December 3, 1999
Dental school coordinator receives international poetry honor
The jurors had been in the room for five hours. That was an unusually long time, particularly for the Heide Kurier photographer waiting to take the picture of them when they emerged. But the wait was worth it. Not only did the North German newspaper have the picture of the jurors, but it was able to announce that the Freudenthal Prize for Literature in the Low Saxon Language had gone to someone abroad for the first time in 42 years.
It had gone to a program coordinator in the University of Washington School of Dentistry.
Reinhard “Ron” Hahn works in both the Dental Hygiene Program and the Department of Dental Public Health Sciences. Hahn says that his poetry is a way of unleashing a part of his personality that is not expressed in his job, where he must keep others organized and be organized himself.
The Award of the Freudenthal Association of Salta/Soltau in the North German state of Lower Saxony carries both the prestige of publication and an award of 5,000 Deutsche Marks, or roughly $2,700. The reason the jurors were in the room so long is that they emerged with a tie. Hahn doesn’t mind, because he’s in good company. The other winner is an 80-year-old man whose life’s work is being collected by the University of Oldenburg.
Whatever you do, don’t congratulate Hahn on winning an award for writing in German. That’s like referring to Scots as “English,” or to Catalan, Galician and Aragonese as “Spanish.” Low Saxon is not German. Its ancestor, Old Saxon, is a language that people who spoke Old English seem to have understood quite easily.
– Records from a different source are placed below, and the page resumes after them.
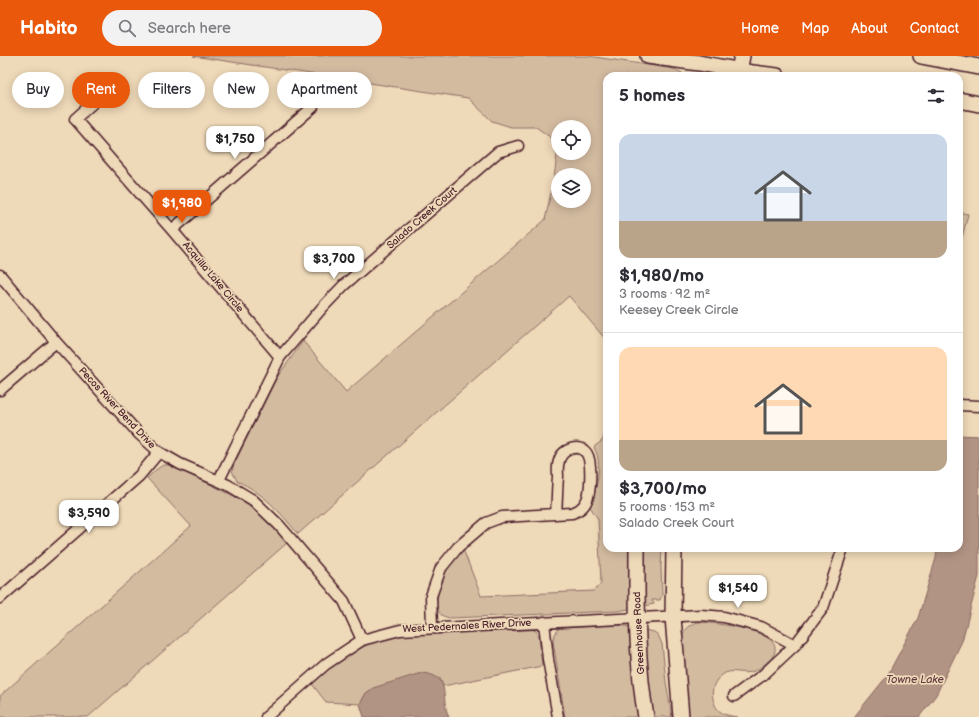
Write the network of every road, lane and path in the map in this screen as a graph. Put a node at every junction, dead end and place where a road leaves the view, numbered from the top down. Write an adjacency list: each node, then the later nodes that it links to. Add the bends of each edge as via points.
1 (648, 56): 3 (main road)
2 (921, 56): 5 (main road)
3 (699, 65): 4 (main road)
4 (740, 67): 6 (main road)
5 (979, 67)
6 (761, 72)
7 (963, 101): 8 (main road)
8 (979, 104)
9 (87, 108): 12 (street, Acquilla Lake Circle, via 75,119)
10 (312, 108): 12 (street)
11 (518, 146): 15 (street, Salado Creek Court, via 498,152 344,285)
12 (172, 230): 15 (street, Acquilla Lake Circle)
13 (0, 275): 14 (street, Pecos River Bend Drive)
14 (56, 342): 16 (street); 19 (street, Pecos River Bend Drive, via 139,434)
15 (280, 357): 20 (street, Salado Creek Court)
16 (0, 390)
17 (963, 405): 18 (street)
18 (979, 406)
19 (159, 452): 20 (street, Pecos River Bend Drive); 25 (street, via 139,476)
20 (219, 480): 30 (street, Pecos River Bend Drive, via 253,500 279,525 344,601)
21 (556, 514): 21 (street, via 580,510 587,502 591,461 587,452 579,448 562,453 558,462); 29 (street, via 502,517 486,523 458,547 441,568 431,596)
22 (637, 552): 27 (main road, Greenhouse Road)
23 (674, 552): 26 (main road)
24 (842, 552): 31 (street, via 822,608)
25 (0, 598)
26 (673, 617): 27 (street, West Pedernales River Drive); 31 (street, West Pedernales River Drive, via 724,617 761,628); 36 (main road)
27 (637, 618): 28 (street, West Pedernales River Drive); 35 (main road, Greenhouse Road)
28 (544, 622): 29 (street, West Pedernales River Drive); 34 (street)
29 (432, 627): 30 (street, West Pedernales River Drive, via 400,630)
30 (362, 640): 33 (street, West Pedernales River Drive, via 326,664)
31 (795, 645): 32 (street, via 764,674)
32 (734, 696)
33 (266, 717)
34 (558, 717)
35 (646, 717)
36 (681, 717)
It was the international language of the Hanseatic Trading League, an influential alliance of port cities from the 13th to 16th centuries.
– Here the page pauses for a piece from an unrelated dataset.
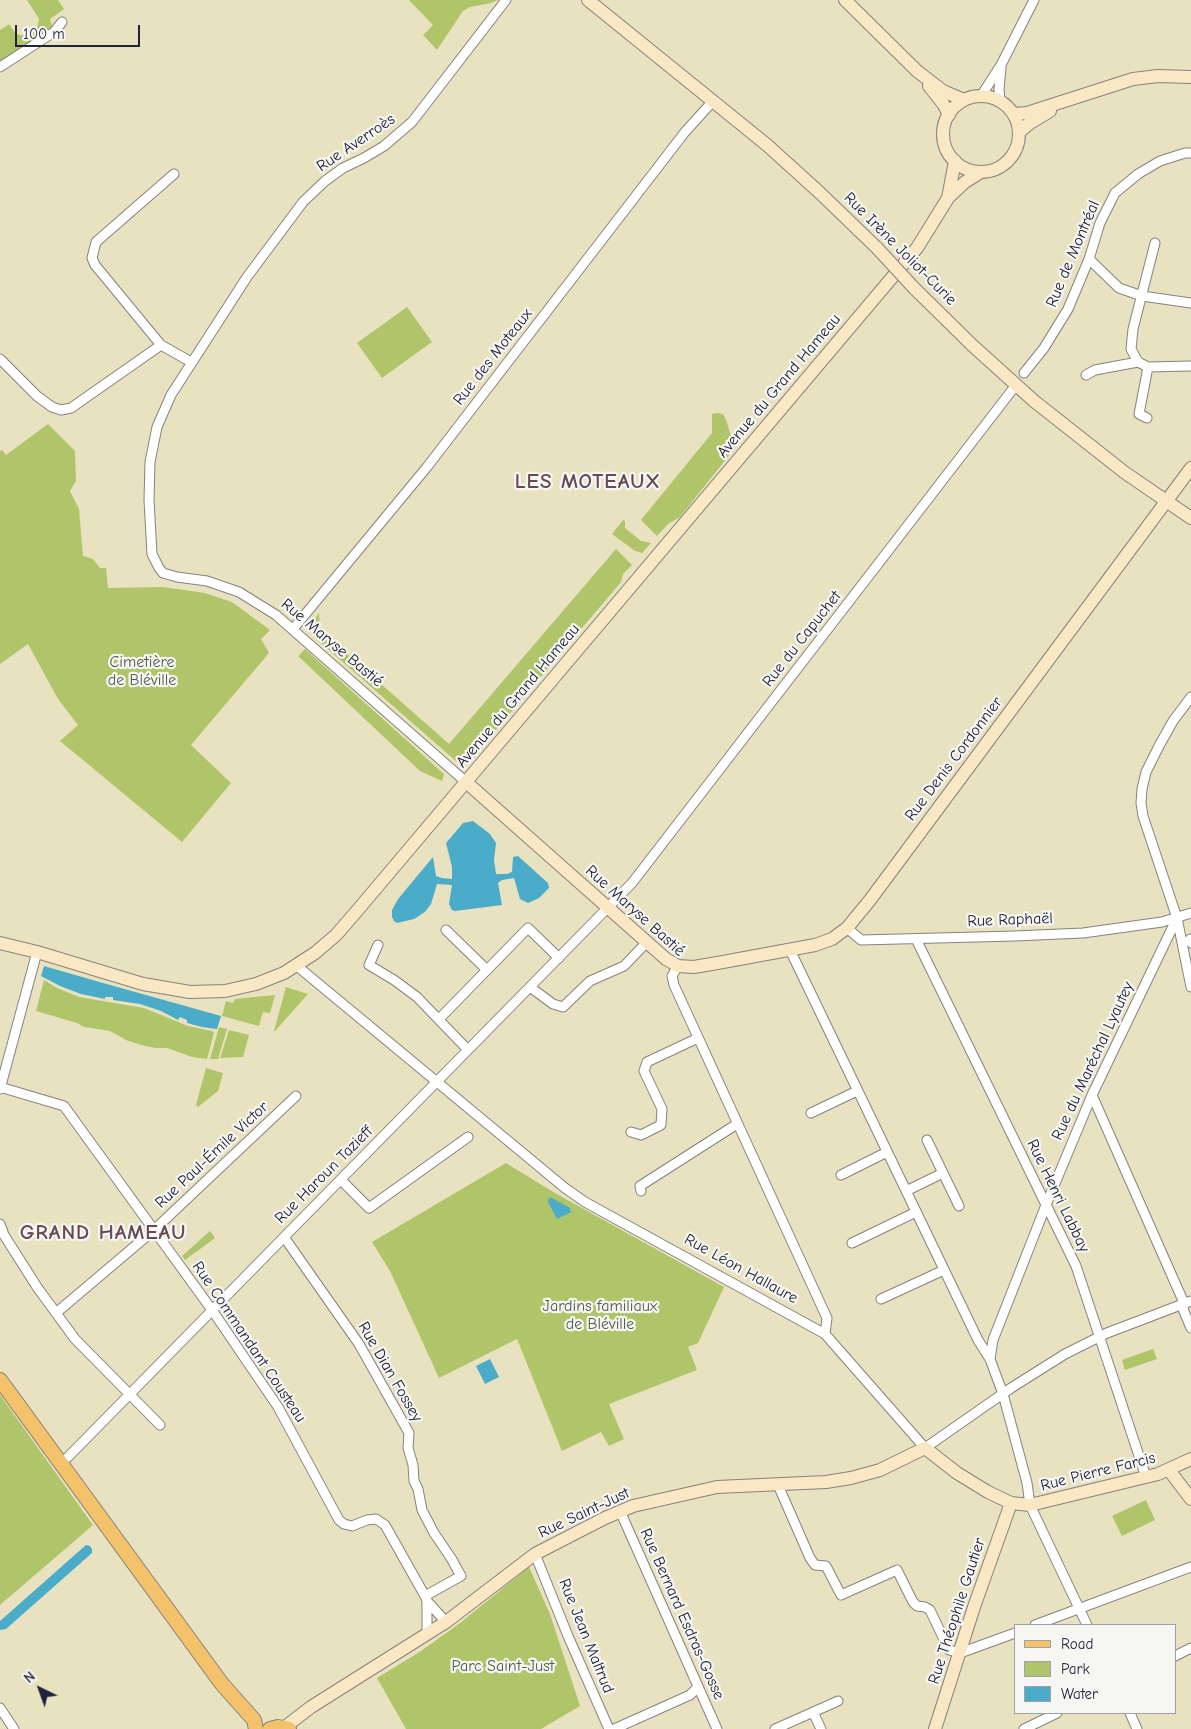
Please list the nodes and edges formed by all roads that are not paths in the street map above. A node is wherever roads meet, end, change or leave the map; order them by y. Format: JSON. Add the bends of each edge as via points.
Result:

In North German cities, people who speak Low Saxon have an image as hicks that U.S. residents would associate with the characters in “The Dukes of Hazzard” or “The Beverly Hillbillies.” When Hahn was growing up, Low Saxon was usually spoken in private, and in defiance of social disapproval. But more and more people are now viewing this historic language with regional pride. Low Saxon today is in something of a renaissance. It’s now almost fashionable to learn it, and it’s still spoken in the country. Hahn has carried around his love of the language on a series of globetrotting travels that have seen him through stays in, among other places, Australia, Israel, Japan, China and Central Asia.
This global background is not normally something you expect in a dental program coordinator, but the School of Dentistry has taken advantage of it. Hahn co-teaches the “Global Perspectives” class for dental hygiene students with the program director, Norma Wells.
The students learn, for example, that in some cultures, it does not work to tell a child directly about dental health. In some cultures, you tell the mother. In others, you tell the father or another relative.
“I try to convey that everything they say is culturally based,” Hahn says. “I’m trying to kindle cultural sensitivity. We let them know that they cannot assume things on the basis of their own upbringing. They need to be aware of that as they go into different cultures to practice and teach.”
Hahn plays an important role in recruiting and working with foreign students, as well as U.S. residents who plan to work abroad, Wells says. “If a person graduates from our program and wants to work in a developing nation, they will have some insights into the adjustments they will have to make,” she says.
Hahn’s other duties include providing support to the Department of Dental Public Health Sciences. He also works for the Biometry Core, which provides biostatistics support to dental researchers in a number of departments.
Here too, a little language skill comes in handy. For example, the department’s Dental Fears Clinic needed to produce some dental health materials in Spanish and Russian, for an Eastern Washington audience. Guess who got involved?
Hahn has been writing poetry for three or four years. “To me, this is an antidote to being very level-headed and system-oriented,” he says.